Мальчик задумчиво посмотрел на наставника и печально покачал головой.

— Христиане! — проговорил он. — Непохоже! — И, видимо, утомившись вести далее такой серьезный разговор, переменил тему: — А знаешь, княжна Каркашвилли тебя в церкви все искала. Где же ты был? Твой отец говорит, что тебе не следует ходить далеко по городу… — Вдруг, обратив внимание на пустые ножны, царевич вскрикнул: — А где же твой кинжал?

Леон смутился. Ему не хотелось рассказывать о происшедшем с ним случае, потому что это всполошило бы все дремавшее в Москве «грузинское царство» и встревожило бы его отца, дорожившего кинжалом, который переходил к старшему в их роде и был получен Леоном в день его совершеннолетия, незадолго до приезда их на чужбину.

— Я отдал его починить, — неуверенно ответил он.

Царевич пытливо взглянул на него, но ничего не сказал, а только пошевелил губами, что всегда означало, что он не совсем удовлетворен ответом. Потом он вдруг вспомнил, зачем пришел сюда, и сказал:

— Я зашел сказать тебе… Знаешь, ведь у матушки сегодня гости.

— Да?.. — рассеянно спросил Леон.

— Тебя разве не интересует— кто? — загадочно проговорил мальчик.

— Ну, кто же?

— Царевны-сестры! Матушка сказала— важные, и зовут их: одну— Татьяна Михайловна, а другую— Анна Михайловна. Матушка ждет от них многого…

— Напрасно! Все так, одни разговоры; здесь женщины — не то, что наши, ни до чего не касаются, ничего не знают и никакого значения не имеют.

— Царь своих сестер любит, — внушительно произнес царевич.

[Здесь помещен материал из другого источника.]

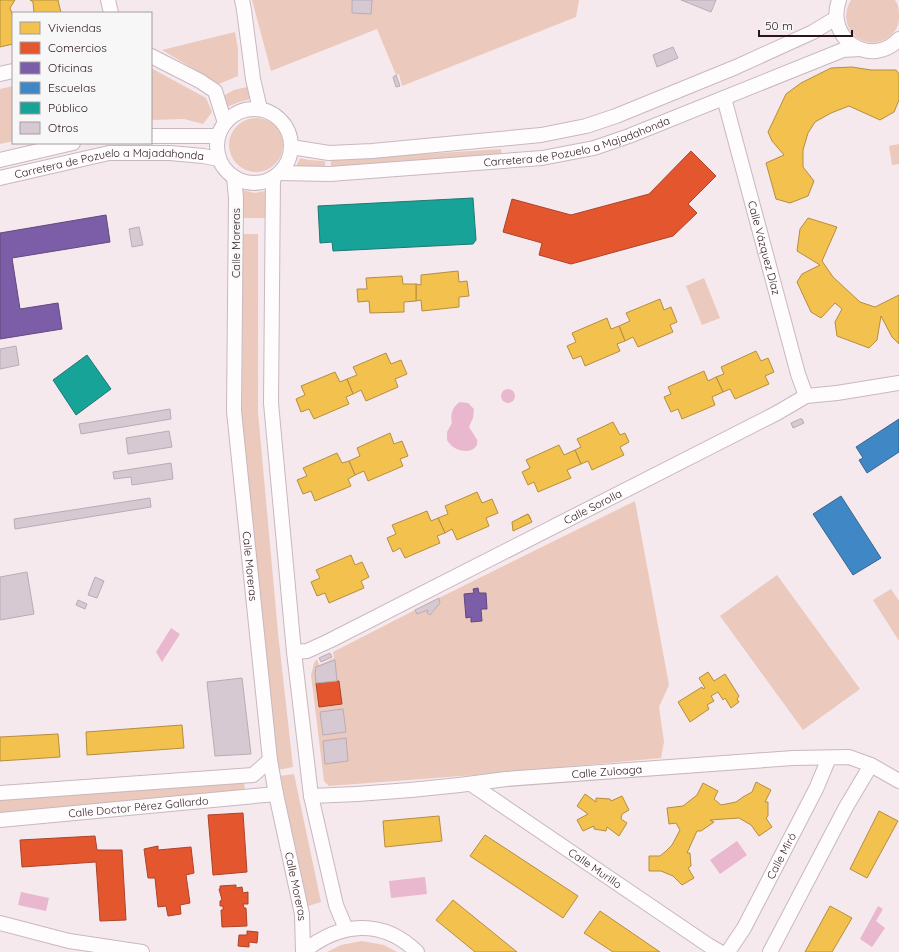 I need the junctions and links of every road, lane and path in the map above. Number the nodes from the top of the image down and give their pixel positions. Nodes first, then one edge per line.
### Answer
1 (242, 0) edge
2 (839, 0) edge
3 (836, 18) junction
4 (899, 39) edge
5 (860, 49) junction
6 (152, 57) edge
7 (12, 71) edge
8 (0, 74) edge
9 (724, 98) junction
10 (260, 109) junction
11 (225, 122) junction
12 (152, 136) edge
13 (218, 136) junction
14 (69, 144) edge
15 (291, 147) junction
16 (219, 159) junction
17 (0, 160) edge
18 (276, 175) junction
19 (234, 177) junction
20 (0, 178) edge
21 (899, 383) edge
22 (806, 396) junction
23 (294, 652) junction
24 (829, 758) junction
25 (270, 760) junction
26 (871, 765) junction
27 (899, 781) edge
28 (471, 784) junction
29 (0, 793) edge
30 (276, 794) junction
31 (311, 796) junction
32 (0, 820) edge
33 (0, 923) edge
34 (346, 929) junction
35 (142, 952) edge
36 (303, 952) edge
37 (418, 952) edge
38 (720, 952) edge
39 (728, 952) edge
40 (770, 952) edge

1 - 10 street
2 - 3 street
3 - 5 street
3 - 15 street, Carretera de Pozuelo a Majadahonda
4 - 5 street, Carretera de Pozuelo a Majadahonda
5 - 9 street, Carretera de Pozuelo a Majadahonda
6 - 11 street
7 - 8 street
9 - 18 street, Carretera de Pozuelo a Majadahonda
9 - 22 street, Calle Vázquez Díaz
10 - 11 street
10 - 15 street
11 - 13 street
12 - 13 street, Carretera de Pozuelo a Majadahonda
13 - 16 street
14 - 17 street, Carretera de Pozuelo a Majadahonda
15 - 18 street
16 - 19 street
16 - 20 street, Carretera de Pozuelo a Majadahonda
18 - 19 street
18 - 23 street
19 - 25 street, Calle Moreras
21 - 22 street, Calle Sorolla
22 - 23 street, Calle Sorolla
23 - 31 street
24 - 26 street, Calle Zuloaga
24 - 28 street, Calle Zuloaga
24 - 39 street, Calle Miró
25 - 29 street, Calle Doctor Pérez Gallardo
25 - 30 street, Calle Moreras
26 - 27 street, Calle Zuloaga
26 - 40 street
28 - 31 street, Calle Zuloaga
28 - 38 street, Calle Murillo
30 - 32 street, Calle Doctor Pérez Gallardo
30 - 36 street, Calle Moreras
31 - 34 street
33 - 35 street
34 - 36 street
34 - 37 street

Леон безнадежно махнул рукой.

Кого не любил «тишайший» царь Алексей Михайлович? И под чьим влиянием только он не находился? Слабохарактерный, добродушный, он так же часто менялся в настроениях и чувствах, как апрельское солнце. С какой стороны подует ветер, в ту сторону он и повернется. До трусости избегавший каких-либо неудовольствий и кислых лиц, он готов был на всевозможные уступки и сделки, лишь бы удержать вокруг себя мир и тишину.

Будучи по природе своей слишком мягким, Алексей Михайлович не мог не уступить большого влияния окружающим его людям; он был вспыльчив, но невыдержлив, слишком доверялся лицам недостойным, но действующим дерзко и смело, и хотя отлично понимал людей, но не имел характера поступать с ними по заслугам.

Зато в минуту вспышки Алексей Михайлович не знал пощады таким людям, как бы мстя им за долгие годы обнаруживаемой им слабости. Так, например, он отлично видел, кто такой был его тесть Милославский, но, не имея сил обидеть жену и видеть всю ее многочисленную родню с грустными лицами, выносил этого коварного, жадного и низкого боярина, которому он уступал во всем, лишь бы не было вокруг него печальных лиц, лишь бы уклониться ему как-нибудь от ссор и слез.

Поэтому рассчитывать, надеяться на него не было решительно никакой возможности. Стоило кому-нибудь наговорить, нашептать царю что-либо, и уже решенное дело отменялось… Если же самому царю почему-либо хотелось исполнить просимое, или просившее лицо было мило ему, то он тянул решение, хитрил, прибегал к уверткам, как вот, например, теперь в грузинском деле; здесь ему, по природной доброте души, очень хотелось помочь, но у него не хватало силы воли заставить своих жадных и строптивых бояр выслать грузинскому царю на подмогу требуемую им казну и ратных людей.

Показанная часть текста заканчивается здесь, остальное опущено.